Across the entries that follow, count the lines with the string "scale" and reply with that count alone.
----
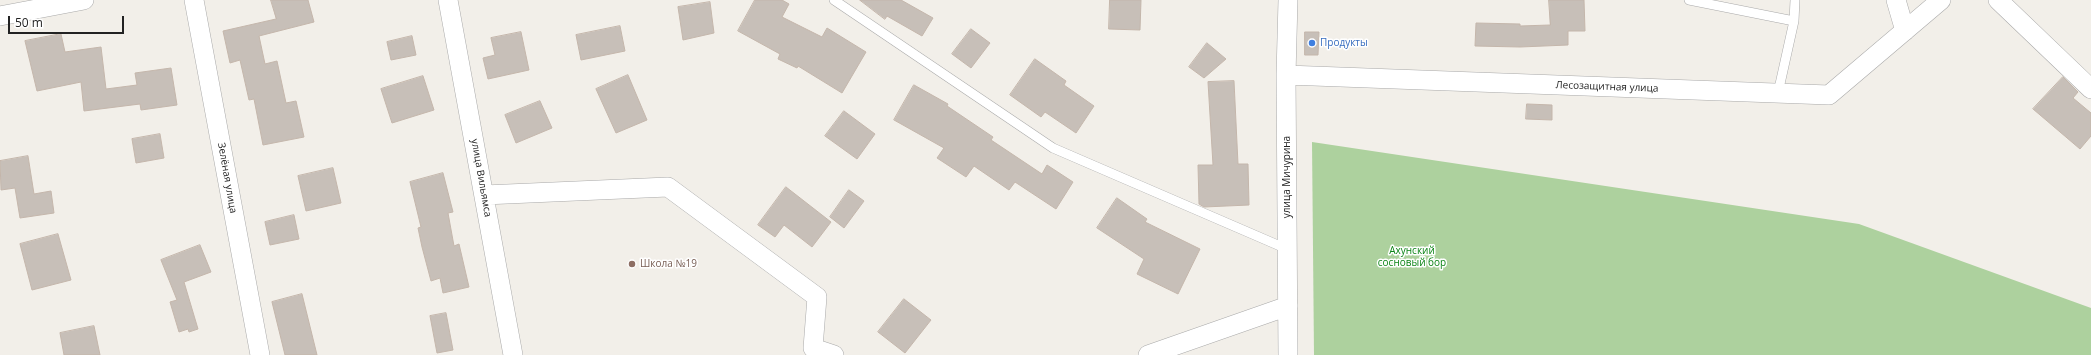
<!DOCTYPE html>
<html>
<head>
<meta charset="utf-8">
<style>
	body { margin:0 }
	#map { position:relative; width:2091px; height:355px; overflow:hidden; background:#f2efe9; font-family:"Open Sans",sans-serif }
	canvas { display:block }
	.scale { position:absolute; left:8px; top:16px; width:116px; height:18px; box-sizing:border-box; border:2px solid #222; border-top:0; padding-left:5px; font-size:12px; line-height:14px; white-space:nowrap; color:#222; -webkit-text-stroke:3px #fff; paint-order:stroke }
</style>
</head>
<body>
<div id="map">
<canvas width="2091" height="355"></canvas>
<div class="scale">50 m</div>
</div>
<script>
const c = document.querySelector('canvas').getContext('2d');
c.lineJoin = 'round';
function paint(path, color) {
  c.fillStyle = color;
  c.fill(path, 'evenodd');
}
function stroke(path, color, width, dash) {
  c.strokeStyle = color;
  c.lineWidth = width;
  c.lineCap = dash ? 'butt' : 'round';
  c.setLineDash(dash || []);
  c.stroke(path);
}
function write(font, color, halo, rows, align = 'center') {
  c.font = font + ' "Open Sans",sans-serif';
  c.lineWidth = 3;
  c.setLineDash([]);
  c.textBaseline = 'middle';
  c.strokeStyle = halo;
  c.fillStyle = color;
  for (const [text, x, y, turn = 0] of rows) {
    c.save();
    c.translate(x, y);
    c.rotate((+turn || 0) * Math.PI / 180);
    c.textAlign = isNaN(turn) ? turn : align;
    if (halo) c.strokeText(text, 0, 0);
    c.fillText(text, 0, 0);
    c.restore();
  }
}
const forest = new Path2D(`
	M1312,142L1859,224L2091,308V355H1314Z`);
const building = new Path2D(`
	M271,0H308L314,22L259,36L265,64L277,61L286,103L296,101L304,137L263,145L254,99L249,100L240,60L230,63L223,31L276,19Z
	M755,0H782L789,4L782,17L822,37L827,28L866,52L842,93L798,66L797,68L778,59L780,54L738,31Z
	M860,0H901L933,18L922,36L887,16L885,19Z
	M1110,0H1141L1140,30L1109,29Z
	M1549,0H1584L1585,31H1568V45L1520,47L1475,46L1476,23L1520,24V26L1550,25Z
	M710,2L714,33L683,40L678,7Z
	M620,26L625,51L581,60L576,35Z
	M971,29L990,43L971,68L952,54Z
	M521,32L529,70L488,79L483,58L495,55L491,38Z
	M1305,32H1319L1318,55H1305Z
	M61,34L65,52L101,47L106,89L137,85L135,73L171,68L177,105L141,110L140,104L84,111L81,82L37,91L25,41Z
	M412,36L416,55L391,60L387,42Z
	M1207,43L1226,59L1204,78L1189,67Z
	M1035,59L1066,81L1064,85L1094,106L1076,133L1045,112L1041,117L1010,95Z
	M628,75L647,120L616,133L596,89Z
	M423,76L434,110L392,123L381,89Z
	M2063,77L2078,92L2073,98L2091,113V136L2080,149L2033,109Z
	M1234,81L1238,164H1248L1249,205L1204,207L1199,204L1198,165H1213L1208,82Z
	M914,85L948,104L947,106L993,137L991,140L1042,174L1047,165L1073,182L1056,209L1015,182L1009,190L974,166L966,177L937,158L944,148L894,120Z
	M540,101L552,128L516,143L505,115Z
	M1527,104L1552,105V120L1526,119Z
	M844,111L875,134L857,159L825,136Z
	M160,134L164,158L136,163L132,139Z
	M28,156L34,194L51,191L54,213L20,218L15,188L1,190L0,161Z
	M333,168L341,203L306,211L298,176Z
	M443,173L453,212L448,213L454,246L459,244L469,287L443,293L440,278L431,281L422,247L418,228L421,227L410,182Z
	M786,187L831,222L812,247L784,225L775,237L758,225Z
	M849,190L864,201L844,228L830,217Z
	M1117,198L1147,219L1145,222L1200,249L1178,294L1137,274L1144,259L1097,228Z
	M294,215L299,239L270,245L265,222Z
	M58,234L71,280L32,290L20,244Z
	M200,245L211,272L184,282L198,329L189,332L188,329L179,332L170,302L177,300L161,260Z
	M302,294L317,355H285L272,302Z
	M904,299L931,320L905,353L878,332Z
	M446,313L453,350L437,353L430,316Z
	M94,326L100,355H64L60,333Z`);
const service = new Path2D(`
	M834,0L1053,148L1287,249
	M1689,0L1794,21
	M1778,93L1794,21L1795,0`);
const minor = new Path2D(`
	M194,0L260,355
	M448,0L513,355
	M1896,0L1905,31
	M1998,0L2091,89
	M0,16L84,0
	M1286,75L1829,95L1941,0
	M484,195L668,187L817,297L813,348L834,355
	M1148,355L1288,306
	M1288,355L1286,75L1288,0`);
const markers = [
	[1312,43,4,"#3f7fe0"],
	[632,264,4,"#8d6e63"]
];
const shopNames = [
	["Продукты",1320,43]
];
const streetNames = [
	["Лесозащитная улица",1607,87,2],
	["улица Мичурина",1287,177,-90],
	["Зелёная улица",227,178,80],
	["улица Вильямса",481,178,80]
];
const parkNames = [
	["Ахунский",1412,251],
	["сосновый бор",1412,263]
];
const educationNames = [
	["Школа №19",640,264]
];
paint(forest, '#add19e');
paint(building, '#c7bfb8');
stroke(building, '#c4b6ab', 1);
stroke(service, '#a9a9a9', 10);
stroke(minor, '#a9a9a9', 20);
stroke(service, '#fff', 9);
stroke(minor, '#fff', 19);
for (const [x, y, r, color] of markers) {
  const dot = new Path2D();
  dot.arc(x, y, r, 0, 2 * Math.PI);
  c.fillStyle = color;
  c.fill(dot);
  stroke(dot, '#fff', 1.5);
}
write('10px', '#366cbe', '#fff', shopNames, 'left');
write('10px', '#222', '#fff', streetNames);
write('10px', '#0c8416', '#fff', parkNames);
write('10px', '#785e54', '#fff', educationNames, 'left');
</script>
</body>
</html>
----
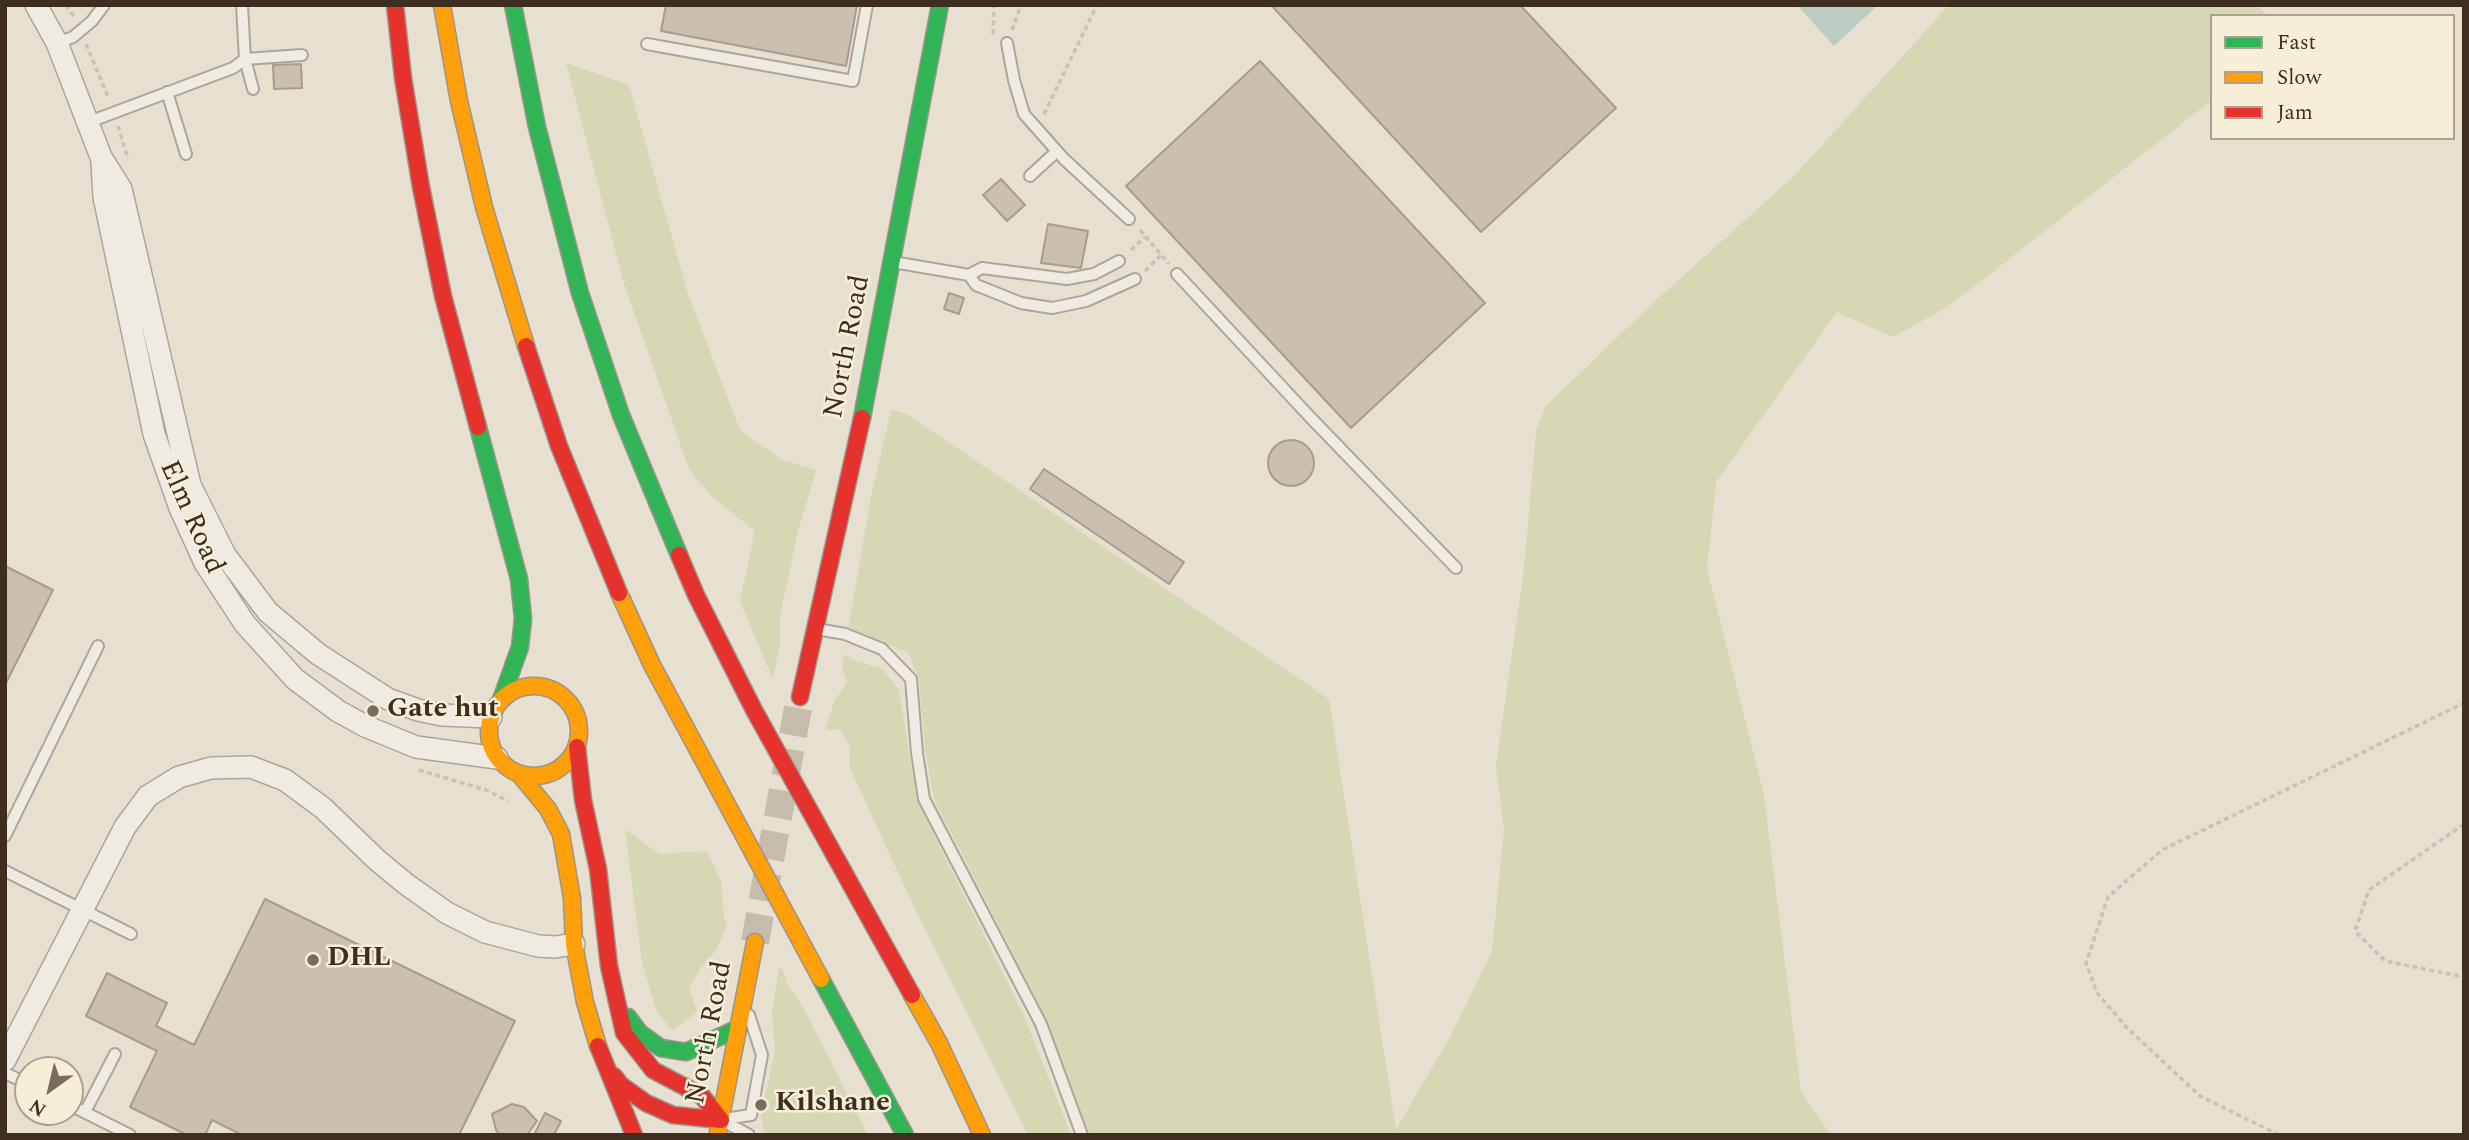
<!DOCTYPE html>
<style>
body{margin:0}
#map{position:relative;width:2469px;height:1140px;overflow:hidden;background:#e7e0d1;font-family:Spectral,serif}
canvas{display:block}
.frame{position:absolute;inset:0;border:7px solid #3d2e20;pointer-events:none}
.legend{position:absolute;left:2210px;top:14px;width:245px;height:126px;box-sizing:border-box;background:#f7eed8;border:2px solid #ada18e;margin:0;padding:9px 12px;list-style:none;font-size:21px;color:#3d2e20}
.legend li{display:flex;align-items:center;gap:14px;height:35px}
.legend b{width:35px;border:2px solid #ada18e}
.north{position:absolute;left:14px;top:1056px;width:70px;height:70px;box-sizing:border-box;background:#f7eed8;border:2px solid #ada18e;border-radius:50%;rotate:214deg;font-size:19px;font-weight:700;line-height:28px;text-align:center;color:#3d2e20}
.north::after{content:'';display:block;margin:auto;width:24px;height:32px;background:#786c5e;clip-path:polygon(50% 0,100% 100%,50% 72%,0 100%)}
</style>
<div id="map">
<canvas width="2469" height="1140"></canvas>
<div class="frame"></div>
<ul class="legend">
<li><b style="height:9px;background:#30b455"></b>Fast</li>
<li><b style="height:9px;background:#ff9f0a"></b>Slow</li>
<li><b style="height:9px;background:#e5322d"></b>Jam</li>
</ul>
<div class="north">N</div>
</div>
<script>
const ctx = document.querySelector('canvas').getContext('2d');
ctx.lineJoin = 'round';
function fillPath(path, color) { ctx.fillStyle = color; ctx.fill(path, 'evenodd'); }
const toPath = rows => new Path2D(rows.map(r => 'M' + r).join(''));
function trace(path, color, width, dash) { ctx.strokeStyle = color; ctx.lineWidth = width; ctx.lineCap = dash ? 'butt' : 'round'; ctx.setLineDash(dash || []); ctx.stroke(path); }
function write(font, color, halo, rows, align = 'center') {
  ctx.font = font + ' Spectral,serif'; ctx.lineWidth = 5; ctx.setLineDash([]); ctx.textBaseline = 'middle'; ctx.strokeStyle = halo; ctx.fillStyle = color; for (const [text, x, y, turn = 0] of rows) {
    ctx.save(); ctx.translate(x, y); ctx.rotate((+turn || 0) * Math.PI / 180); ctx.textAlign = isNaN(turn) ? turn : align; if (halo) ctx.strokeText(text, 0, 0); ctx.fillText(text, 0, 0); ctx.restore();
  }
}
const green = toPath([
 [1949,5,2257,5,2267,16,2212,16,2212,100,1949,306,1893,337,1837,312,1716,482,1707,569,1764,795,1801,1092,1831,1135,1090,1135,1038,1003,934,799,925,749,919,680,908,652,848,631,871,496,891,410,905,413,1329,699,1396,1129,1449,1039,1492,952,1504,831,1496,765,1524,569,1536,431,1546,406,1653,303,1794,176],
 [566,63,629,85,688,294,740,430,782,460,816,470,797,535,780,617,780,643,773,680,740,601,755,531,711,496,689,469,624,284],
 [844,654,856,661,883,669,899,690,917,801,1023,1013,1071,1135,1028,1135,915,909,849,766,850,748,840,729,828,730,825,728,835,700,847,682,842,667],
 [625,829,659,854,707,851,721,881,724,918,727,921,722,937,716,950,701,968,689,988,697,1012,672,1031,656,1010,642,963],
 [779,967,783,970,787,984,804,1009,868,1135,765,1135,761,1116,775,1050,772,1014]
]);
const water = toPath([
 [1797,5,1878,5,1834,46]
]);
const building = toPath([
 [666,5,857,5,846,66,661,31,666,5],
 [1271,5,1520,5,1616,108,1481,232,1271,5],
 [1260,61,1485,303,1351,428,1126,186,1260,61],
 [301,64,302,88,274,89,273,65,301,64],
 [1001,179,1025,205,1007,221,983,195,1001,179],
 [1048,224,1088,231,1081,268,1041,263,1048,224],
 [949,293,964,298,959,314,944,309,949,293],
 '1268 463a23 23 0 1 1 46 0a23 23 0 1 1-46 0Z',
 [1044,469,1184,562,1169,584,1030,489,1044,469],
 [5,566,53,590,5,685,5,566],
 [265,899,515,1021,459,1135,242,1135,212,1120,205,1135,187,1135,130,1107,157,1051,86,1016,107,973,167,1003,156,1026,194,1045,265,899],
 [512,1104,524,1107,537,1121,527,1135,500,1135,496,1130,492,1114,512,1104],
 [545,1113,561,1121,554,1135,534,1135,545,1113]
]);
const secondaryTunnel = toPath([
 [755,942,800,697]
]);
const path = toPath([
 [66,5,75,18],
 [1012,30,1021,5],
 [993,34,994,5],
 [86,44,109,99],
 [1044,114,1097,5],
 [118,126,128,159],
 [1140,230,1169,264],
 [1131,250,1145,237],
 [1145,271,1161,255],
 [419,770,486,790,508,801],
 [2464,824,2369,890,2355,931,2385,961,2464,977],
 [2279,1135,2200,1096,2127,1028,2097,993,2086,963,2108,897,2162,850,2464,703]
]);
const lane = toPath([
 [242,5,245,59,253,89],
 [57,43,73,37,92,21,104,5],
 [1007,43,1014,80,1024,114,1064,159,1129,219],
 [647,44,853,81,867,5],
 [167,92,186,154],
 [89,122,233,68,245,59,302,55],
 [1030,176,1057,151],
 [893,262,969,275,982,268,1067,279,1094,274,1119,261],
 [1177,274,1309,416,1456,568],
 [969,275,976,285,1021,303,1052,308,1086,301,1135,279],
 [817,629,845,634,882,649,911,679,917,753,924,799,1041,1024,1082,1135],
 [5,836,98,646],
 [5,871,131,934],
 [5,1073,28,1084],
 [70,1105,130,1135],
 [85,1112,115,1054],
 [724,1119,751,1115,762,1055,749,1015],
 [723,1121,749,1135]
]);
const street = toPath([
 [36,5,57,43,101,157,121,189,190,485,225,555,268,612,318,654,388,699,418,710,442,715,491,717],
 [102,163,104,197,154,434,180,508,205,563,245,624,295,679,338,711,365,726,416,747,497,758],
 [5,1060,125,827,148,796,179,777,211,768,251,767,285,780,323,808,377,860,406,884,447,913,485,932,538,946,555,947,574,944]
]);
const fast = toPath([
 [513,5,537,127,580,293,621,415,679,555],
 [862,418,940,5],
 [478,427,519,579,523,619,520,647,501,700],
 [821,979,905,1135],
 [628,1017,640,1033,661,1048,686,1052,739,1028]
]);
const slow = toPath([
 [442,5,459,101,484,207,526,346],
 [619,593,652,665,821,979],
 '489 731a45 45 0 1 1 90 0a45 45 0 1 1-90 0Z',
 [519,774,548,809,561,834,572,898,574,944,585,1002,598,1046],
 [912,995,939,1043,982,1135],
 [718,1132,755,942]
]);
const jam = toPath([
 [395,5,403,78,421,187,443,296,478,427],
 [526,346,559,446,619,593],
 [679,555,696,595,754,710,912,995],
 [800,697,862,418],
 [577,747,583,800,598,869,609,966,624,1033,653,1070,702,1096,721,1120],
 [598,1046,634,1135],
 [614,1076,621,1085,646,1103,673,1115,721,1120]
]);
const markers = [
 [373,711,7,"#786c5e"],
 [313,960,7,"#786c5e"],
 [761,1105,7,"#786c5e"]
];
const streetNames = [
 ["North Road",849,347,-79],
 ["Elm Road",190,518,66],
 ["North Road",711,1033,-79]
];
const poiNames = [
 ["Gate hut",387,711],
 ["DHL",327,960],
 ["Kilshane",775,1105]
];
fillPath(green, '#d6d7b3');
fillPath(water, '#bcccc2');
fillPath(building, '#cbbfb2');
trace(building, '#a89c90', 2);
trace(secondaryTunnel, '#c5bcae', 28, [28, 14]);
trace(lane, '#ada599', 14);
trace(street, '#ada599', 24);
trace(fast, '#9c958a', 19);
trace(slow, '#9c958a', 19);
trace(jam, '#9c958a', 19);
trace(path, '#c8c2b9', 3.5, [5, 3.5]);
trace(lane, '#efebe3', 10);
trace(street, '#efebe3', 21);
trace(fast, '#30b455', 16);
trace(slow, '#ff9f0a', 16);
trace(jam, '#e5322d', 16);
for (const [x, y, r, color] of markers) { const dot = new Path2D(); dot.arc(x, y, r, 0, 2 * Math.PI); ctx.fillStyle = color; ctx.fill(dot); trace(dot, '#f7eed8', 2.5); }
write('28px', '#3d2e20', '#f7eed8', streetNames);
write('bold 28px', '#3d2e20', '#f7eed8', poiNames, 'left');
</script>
----
§ EXERCISE OUTPUT
2